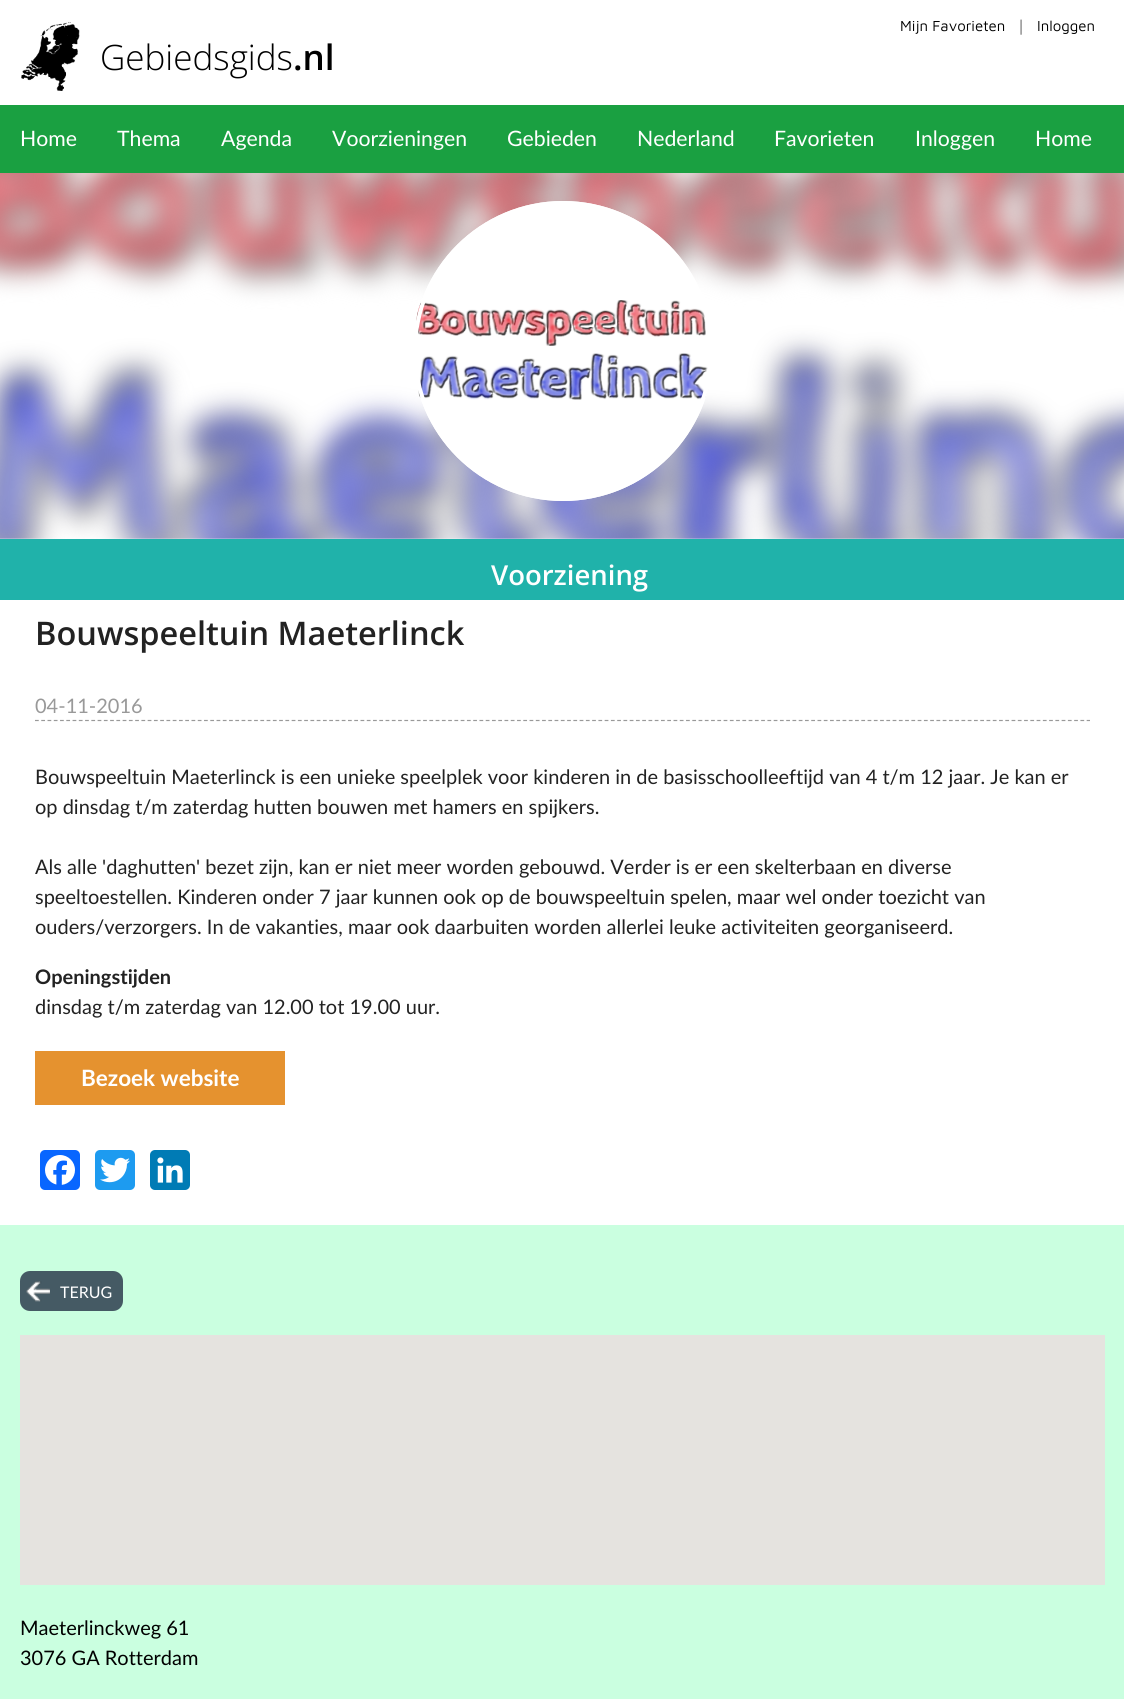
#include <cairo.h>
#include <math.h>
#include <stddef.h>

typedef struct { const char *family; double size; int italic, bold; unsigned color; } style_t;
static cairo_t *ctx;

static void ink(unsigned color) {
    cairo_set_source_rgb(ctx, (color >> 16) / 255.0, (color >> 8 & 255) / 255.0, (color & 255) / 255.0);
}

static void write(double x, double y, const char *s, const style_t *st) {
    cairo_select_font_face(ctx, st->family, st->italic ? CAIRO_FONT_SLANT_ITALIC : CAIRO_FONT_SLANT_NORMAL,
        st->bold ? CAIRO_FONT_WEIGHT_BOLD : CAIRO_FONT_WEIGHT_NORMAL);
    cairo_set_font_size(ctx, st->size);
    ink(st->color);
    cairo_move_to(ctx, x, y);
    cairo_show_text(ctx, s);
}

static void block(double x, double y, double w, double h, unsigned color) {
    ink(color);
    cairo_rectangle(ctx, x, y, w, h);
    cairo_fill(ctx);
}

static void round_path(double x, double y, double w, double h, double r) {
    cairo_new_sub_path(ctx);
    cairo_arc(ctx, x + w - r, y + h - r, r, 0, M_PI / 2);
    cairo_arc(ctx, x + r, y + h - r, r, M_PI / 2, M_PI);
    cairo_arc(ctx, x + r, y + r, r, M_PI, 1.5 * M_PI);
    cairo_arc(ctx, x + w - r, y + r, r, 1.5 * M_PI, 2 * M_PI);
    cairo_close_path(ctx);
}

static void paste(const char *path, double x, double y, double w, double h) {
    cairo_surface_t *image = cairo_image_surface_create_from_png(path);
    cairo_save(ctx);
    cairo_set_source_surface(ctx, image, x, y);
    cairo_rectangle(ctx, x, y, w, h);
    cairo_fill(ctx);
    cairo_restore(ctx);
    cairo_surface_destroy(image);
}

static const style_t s1 = {"Maven Pro", 15, 0, 0, 0x000000};
static const style_t s2 = {"Open Sans Light", 15, 0, 0, 0x000000};
static const style_t s3 = {"Open Sans Light", 35, 0, 0, 0x000000};
static const style_t s4 = {"Open Sans SemiBold", 35, 0, 0, 0x000000};
static const style_t s5 = {"Lato", 21.25, 0, 0, 0xffffff};
static const style_t s6 = {"Open Sans SemiBold", 32.5, 0, 0, 0x222222};
static const style_t s7 = {"Lato", 20, 0, 0, 0x999999};
static const style_t s8 = {"Lato", 20, 0, 0, 0x222222};
static const style_t s9 = {"Lato", 20, 0, 1, 0x222222};
static const style_t s10 = {"Lato", 22.5, 0, 1, 0xffffff};
static const style_t s11 = {"Lato", 16, 0, 0, 0xffffff};
static const style_t s12 = {"Lato", 20, 0, 0, 0x000000};
static const style_t s13 = {"Open Sans SemiBold", 27.5, 0, 0, 0xffffff};

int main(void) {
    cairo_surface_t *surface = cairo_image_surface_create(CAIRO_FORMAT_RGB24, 1124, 1699);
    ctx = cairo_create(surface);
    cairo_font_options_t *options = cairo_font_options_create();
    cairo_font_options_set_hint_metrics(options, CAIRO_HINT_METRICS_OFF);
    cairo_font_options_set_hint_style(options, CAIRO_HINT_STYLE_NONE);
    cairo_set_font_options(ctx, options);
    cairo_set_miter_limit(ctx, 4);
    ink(0xffffff);
    cairo_paint(ctx);
    write(900, 31, "Mijn Favorieten", &s1);
    write(1017, 31, "|", &s2);
    write(1037, 31, "Inloggen", &s1);
    paste("pic1.png", 21, 22, 59, 69);
    write(100, 70, "Gebiedsgids", &s3);
    write(293, 70, ".nl", &s4);
    block(0, 105, 1124, 68, 0x1aa041);
    write(20, 146, "Home", &s5);
    write(117, 146, "Thema", &s5);
    write(221, 146, "Agenda", &s5);
    write(332, 146, "Voorzieningen", &s5);
    write(507, 146, "Gebieden", &s5);
    write(637, 146, "Nederland", &s5);
    write(774, 146, "Favorieten", &s5);
    write(915, 146, "Inloggen", &s5);
    write(1035, 146, "Home", &s5);
    write(35, 645, "Bouwspeeltuin Maeterlinck", &s6);
    cairo_new_path(ctx);
    cairo_move_to(ctx, 35, 720.5);
    cairo_line_to(ctx, 1090, 720.5);
    ink(0x999999);
    cairo_set_line_width(ctx, 1.2);
    cairo_set_dash(ctx, (double[]){3.75, 2.51}, 2, 0);
    cairo_stroke(ctx);
    write(35, 713, "04-11-2016", &s7);
    write(35, 784, "Bouwspeeltuin Maeterlinck is een unieke speelplek voor kinderen in de basisschoolleeftijd van 4 t/m 12 jaar. Je kan er", &s8);
    write(35, 814, "op dinsdag t/m zaterdag hutten bouwen met hamers en spijkers.", &s8);
    write(35, 874, "Als alle 'daghutten' bezet zijn, kan er niet meer worden gebouwd. Verder is er een skelterbaan en diverse", &s8);
    write(35, 904, "speeltoestellen. Kinderen onder 7 jaar kunnen ook op de bouwspeeltuin spelen, maar wel onder toezicht van", &s8);
    write(35, 934, "ouders/verzorgers. In de vakanties, maar ook daarbuiten worden allerlei leuke activiteiten georganiseerd.", &s8);
    write(35, 984, "Openingstijden", &s9);
    write(35, 1014, "dinsdag t/m zaterdag van 12.00 tot 19.00 uur.", &s8);
    block(35, 1051, 250, 54, 0xe5922f);
    write(81, 1086, "Bezoek website", &s10);
    ink(0x0866ff);
    round_path(40, 1150, 40, 40, 5);
    cairo_fill(ctx);
    paste("pic2.png", 45, 1155, 30, 30);
    ink(0x1d9bf0);
    round_path(95, 1150, 40, 40, 5);
    cairo_fill(ctx);
    paste("pic3.png", 100, 1157, 30, 26);
    ink(0x007bb5);
    round_path(150, 1150, 40, 40, 5);
    cairo_fill(ctx);
    paste("pic4.png", 157, 1157, 26, 26);
    block(0, 1225, 1124, 474, 0xcaffe0);
    ink(0x455a64);
    round_path(20, 1271, 103, 40, 10);
    cairo_fill(ctx);
    paste("pic5.png", 26, 1281, 24, 21);
    write(60, 1298, "TERUG", &s11);
    block(20, 1335, 1085, 250, 0xe5e3df);
    write(20, 1635, "Maeterlinckweg 61", &s12);
    write(20, 1665, "3076 GA Rotterdam", &s12);
    block(0, 539, 1124, 61, 0x20b2aa);
    write(491, 585, "Voorziening", &s13);
    paste("pic6.png", 0, 173, 1124, 366);
    cairo_arc(ctx, 563, 351, 150, 0, 2 * M_PI);
    cairo_fill(ctx);
    paste("pic7.png", 416, 300, 292, 100);
    cairo_arc(ctx, 563, 351, 148, 0, 2 * M_PI);
    cairo_set_line_width(ctx, 4);
    cairo_set_dash(ctx, NULL, 0, 0);
    cairo_stroke(ctx);
    cairo_surface_write_to_png(surface, "screenshot.png");
    cairo_font_options_destroy(options);
    cairo_destroy(ctx);
    cairo_surface_destroy(surface);
    return 0;
}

**Action item:** No pictures should appear in the copy, which holds exactly the lines from the first line of the data through the line with "ink(st->color);" and nothing else.

**Exercise output:**
#include <cairo.h>
#include <math.h>
#include <stddef.h>

typedef struct { const char *family; double size; int italic, bold; unsigned color; } style_t;
static cairo_t *ctx;

static void ink(unsigned color) {
    cairo_set_source_rgb(ctx, (color >> 16) / 255.0, (color >> 8 & 255) / 255.0, (color & 255) / 255.0);
}

static void write(double x, double y, const char *s, const style_t *st) {
    cairo_select_font_face(ctx, st->family, st->italic ? CAIRO_FONT_SLANT_ITALIC : CAIRO_FONT_SLANT_NORMAL,
        st->bold ? CAIRO_FONT_WEIGHT_BOLD : CAIRO_FONT_WEIGHT_NORMAL);
    cairo_set_font_size(ctx, st->size);
    ink(st->color);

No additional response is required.